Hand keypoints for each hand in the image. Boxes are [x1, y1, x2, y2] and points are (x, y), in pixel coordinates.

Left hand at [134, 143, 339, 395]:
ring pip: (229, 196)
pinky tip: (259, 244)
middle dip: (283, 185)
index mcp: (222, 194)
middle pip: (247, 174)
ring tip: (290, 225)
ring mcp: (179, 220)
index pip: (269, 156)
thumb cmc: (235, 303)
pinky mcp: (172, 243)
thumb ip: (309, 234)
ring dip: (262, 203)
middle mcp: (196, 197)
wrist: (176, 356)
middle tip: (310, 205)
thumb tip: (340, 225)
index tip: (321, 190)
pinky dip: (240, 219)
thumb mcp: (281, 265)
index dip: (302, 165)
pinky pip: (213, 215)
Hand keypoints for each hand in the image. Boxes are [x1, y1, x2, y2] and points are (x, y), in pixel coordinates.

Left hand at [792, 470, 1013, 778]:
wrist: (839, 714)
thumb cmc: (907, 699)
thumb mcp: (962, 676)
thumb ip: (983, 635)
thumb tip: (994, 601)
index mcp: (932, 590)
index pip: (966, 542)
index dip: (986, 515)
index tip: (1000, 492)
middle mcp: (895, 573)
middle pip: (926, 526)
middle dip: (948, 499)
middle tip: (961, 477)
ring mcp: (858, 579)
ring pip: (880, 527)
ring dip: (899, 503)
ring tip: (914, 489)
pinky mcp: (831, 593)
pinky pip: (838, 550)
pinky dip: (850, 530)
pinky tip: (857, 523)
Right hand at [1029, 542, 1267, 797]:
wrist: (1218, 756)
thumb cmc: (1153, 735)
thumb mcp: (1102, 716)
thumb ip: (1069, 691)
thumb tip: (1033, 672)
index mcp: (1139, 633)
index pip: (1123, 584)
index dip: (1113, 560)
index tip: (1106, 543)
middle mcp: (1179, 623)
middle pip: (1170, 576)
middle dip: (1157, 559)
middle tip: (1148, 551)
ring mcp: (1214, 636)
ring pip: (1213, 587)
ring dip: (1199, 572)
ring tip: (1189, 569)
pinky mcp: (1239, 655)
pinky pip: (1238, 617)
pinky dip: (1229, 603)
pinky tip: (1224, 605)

Work request:
Copy the records word for word.

Written solution:
Hand keypoints for each hand in the image. Boxes are [x1, y1, x2, y2] and points are (x, y), in pixel coordinates.

Left hand at [134, 143, 339, 395]:
ring pip: (229, 196)
pinky tip: (259, 244)
middle dip: (283, 185)
index mcp: (222, 194)
middle pip: (247, 174)
ring tip: (290, 225)
ring mcp: (179, 220)
index pip: (269, 156)
thumb cmc: (235, 303)
pinky mcp: (172, 243)
thumb ip: (309, 234)
ring dip: (262, 203)
middle mcp: (196, 197)
wrist: (176, 356)
middle tip: (310, 205)
thumb tip: (340, 225)
index tip: (321, 190)
pinky dip: (240, 219)
thumb mcp: (281, 265)
index dip: (302, 165)
pinky pip: (213, 215)
Hand keypoints for each hand in the image. Boxes are [x1, y1, x2, y2] and points are (x, y), in pixel coordinates.

Left hand at [792, 470, 1013, 778]:
wrist: (839, 714)
thumb cmc: (907, 699)
thumb mcp: (962, 676)
thumb ip: (983, 635)
thumb tip: (994, 601)
index mcp: (932, 590)
index pip: (966, 542)
index dip: (986, 515)
index tip: (1000, 492)
middle mcp: (895, 573)
middle pip: (926, 526)
middle dip: (948, 499)
middle tip: (961, 477)
ring mcp: (858, 579)
ring pip: (880, 527)
ring dip: (899, 503)
ring tip: (914, 489)
pinky mcp: (831, 593)
pinky pip: (838, 550)
pinky dip: (850, 530)
pinky tip: (857, 523)
Right hand at [1029, 542, 1267, 797]:
wrist: (1218, 756)
thumb cmc: (1153, 735)
thumb mcp: (1102, 716)
thumb ip: (1069, 691)
thumb tip: (1033, 672)
index mcp: (1139, 633)
index pip: (1123, 584)
index dip: (1113, 560)
index tip: (1106, 543)
middle mcp: (1179, 623)
middle pip: (1170, 576)
middle dip: (1157, 559)
middle tip: (1148, 551)
ring mcp: (1214, 636)
ring pip: (1213, 587)
ring dip: (1199, 572)
ring tip: (1189, 569)
pinky mcp: (1239, 655)
pinky pip: (1238, 617)
pinky dip: (1229, 603)
pinky tip: (1224, 605)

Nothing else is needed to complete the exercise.